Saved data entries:
↓↓↓

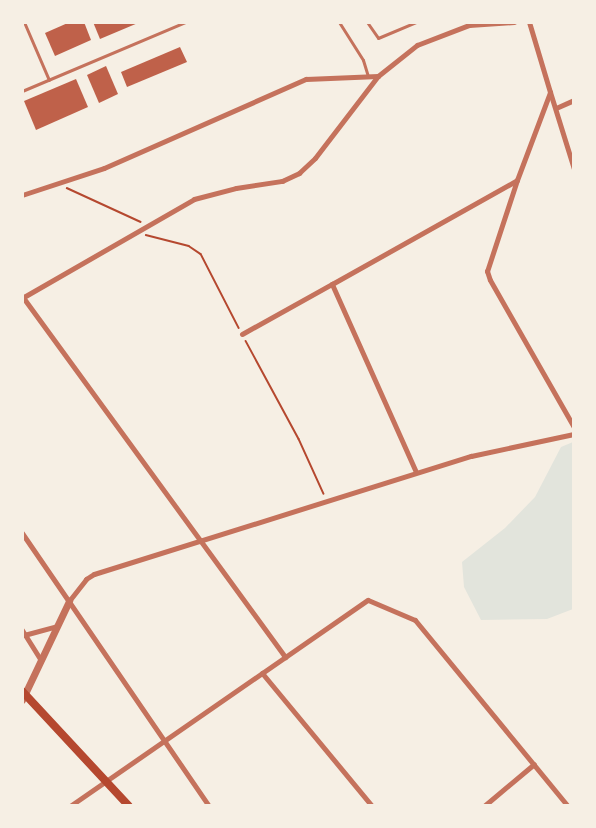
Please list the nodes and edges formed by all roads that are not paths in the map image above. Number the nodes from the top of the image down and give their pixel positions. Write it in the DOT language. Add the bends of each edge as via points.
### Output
graph roads {
  1 [pos="24,22"];
  2 [pos="185,22"];
  3 [pos="339,22"];
  4 [pos="368,22"];
  5 [pos="416,22"];
  6 [pos="514,22"];
  7 [pos="529,22"];
  8 [pos="378,76"];
  9 [pos="368,77"];
  10 [pos="49,80"];
  11 [pos="22,91"];
  12 [pos="550,92"];
  13 [pos="573,100"];
  14 [pos="556,108"];
  15 [pos="573,169"];
  16 [pos="517,180"];
  17 [pos="22,195"];
  18 [pos="332,284"];
  19 [pos="23,297"];
  20 [pos="242,334"];
  21 [pos="573,427"];
  22 [pos="573,434"];
  23 [pos="416,472"];
  24 [pos="22,533"];
  25 [pos="200,541"];
  26 [pos="69,601"];
  27 [pos="57,626"];
  28 [pos="23,633"];
  29 [pos="285,657"];
  30 [pos="41,661"];
  31 [pos="262,674"];
  32 [pos="23,695"];
  33 [pos="165,741"];
  34 [pos="534,764"];
  35 [pos="106,781"];
  36 [pos="70,806"];
  37 [pos="129,806"];
  38 [pos="209,806"];
  39 [pos="372,806"];
  40 [pos="483,806"];
  41 [pos="568,806"];
  1 -- 10 [label="lane"];
  2 -- 10 [label="lane"];
  3 -- 9 [label="lane" via="363,60"];
  4 -- 5 [label="lane" via="378,38"];
  6 -- 8 [label="street" via="469,25 417,45"];
  7 -- 12 [label="street"];
  8 -- 9 [label="street"];
  8 -- 19 [label="street" via="299,173 282,181 194,199"];
  9 -- 17 [label="street" via="306,79 104,168"];
  10 -- 11 [label="lane"];
  12 -- 14 [label="street"];
  12 -- 16 [label="street"];
  13 -- 14 [label="street"];
  14 -- 15 [label="street"];
  16 -- 18 [label="street"];
  16 -- 21 [label="street" via="487,271"];
  18 -- 20 [label="street"];
  18 -- 23 [label="street"];
  19 -- 25 [label="street"];
  22 -- 23 [label="street"];
  23 -- 25 [label="street"];
  24 -- 26 [label="street"];
  25 -- 26 [label="street" via="94,574"];
  25 -- 29 [label="street"];
  26 -- 27 [label="street"];
  26 -- 33 [label="street"];
  27 -- 28 [label="street"];
  27 -- 30 [label="street"];
  28 -- 30 [label="street"];
  29 -- 31 [label="street"];
  29 -- 34 [label="street" via="368,600 394,610 415,620"];
  30 -- 32 [label="street"];
  31 -- 33 [label="street"];
  31 -- 39 [label="street"];
  32 -- 35 [label="main road"];
  33 -- 35 [label="street"];
  33 -- 38 [label="street"];
  34 -- 40 [label="street"];
  34 -- 41 [label="street"];
  35 -- 36 [label="street"];
  35 -- 37 [label="main road"];
}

↑↑↑

→ **Aim of the task**:
Apart from the images, please copy every line of the data exactly as written.

→ **Exercise response**:
Please list the nodes and edges formed by all roads that are not paths in the map image above. Number the nodes from the top of the image down and give their pixel positions. Write it in the DOT language. Add the bends of each edge as via points.
### Output
graph roads {
  1 [pos="24,22"];
  2 [pos="185,22"];
  3 [pos="339,22"];
  4 [pos="368,22"];
  5 [pos="416,22"];
  6 [pos="514,22"];
  7 [pos="529,22"];
  8 [pos="378,76"];
  9 [pos="368,77"];
  10 [pos="49,80"];
  11 [pos="22,91"];
  12 [pos="550,92"];
  13 [pos="573,100"];
  14 [pos="556,108"];
  15 [pos="573,169"];
  16 [pos="517,180"];
  17 [pos="22,195"];
  18 [pos="332,284"];
  19 [pos="23,297"];
  20 [pos="242,334"];
  21 [pos="573,427"];
  22 [pos="573,434"];
  23 [pos="416,472"];
  24 [pos="22,533"];
  25 [pos="200,541"];
  26 [pos="69,601"];
  27 [pos="57,626"];
  28 [pos="23,633"];
  29 [pos="285,657"];
  30 [pos="41,661"];
  31 [pos="262,674"];
  32 [pos="23,695"];
  33 [pos="165,741"];
  34 [pos="534,764"];
  35 [pos="106,781"];
  36 [pos="70,806"];
  37 [pos="129,806"];
  38 [pos="209,806"];
  39 [pos="372,806"];
  40 [pos="483,806"];
  41 [pos="568,806"];
  1 -- 10 [label="lane"];
  2 -- 10 [label="lane"];
  3 -- 9 [label="lane" via="363,60"];
  4 -- 5 [label="lane" via="378,38"];
  6 -- 8 [label="street" via="469,25 417,45"];
  7 -- 12 [label="street"];
  8 -- 9 [label="street"];
  8 -- 19 [label="street" via="299,173 282,181 194,199"];
  9 -- 17 [label="street" via="306,79 104,168"];
  10 -- 11 [label="lane"];
  12 -- 14 [label="street"];
  12 -- 16 [label="street"];
  13 -- 14 [label="street"];
  14 -- 15 [label="street"];
  16 -- 18 [label="street"];
  16 -- 21 [label="street" via="487,271"];
  18 -- 20 [label="street"];
  18 -- 23 [label="street"];
  19 -- 25 [label="street"];
  22 -- 23 [label="street"];
  23 -- 25 [label="street"];
  24 -- 26 [label="street"];
  25 -- 26 [label="street" via="94,574"];
  25 -- 29 [label="street"];
  26 -- 27 [label="street"];
  26 -- 33 [label="street"];
  27 -- 28 [label="street"];
  27 -- 30 [label="street"];
  28 -- 30 [label="street"];
  29 -- 31 [label="street"];
  29 -- 34 [label="street" via="368,600 394,610 415,620"];
  30 -- 32 [label="street"];
  31 -- 33 [label="street"];
  31 -- 39 [label="street"];
  32 -- 35 [label="main road"];
  33 -- 35 [label="street"];
  33 -- 38 [label="street"];
  34 -- 40 [label="street"];
  34 -- 41 [label="street"];
  35 -- 36 [label="street"];
  35 -- 37 [label="main road"];
}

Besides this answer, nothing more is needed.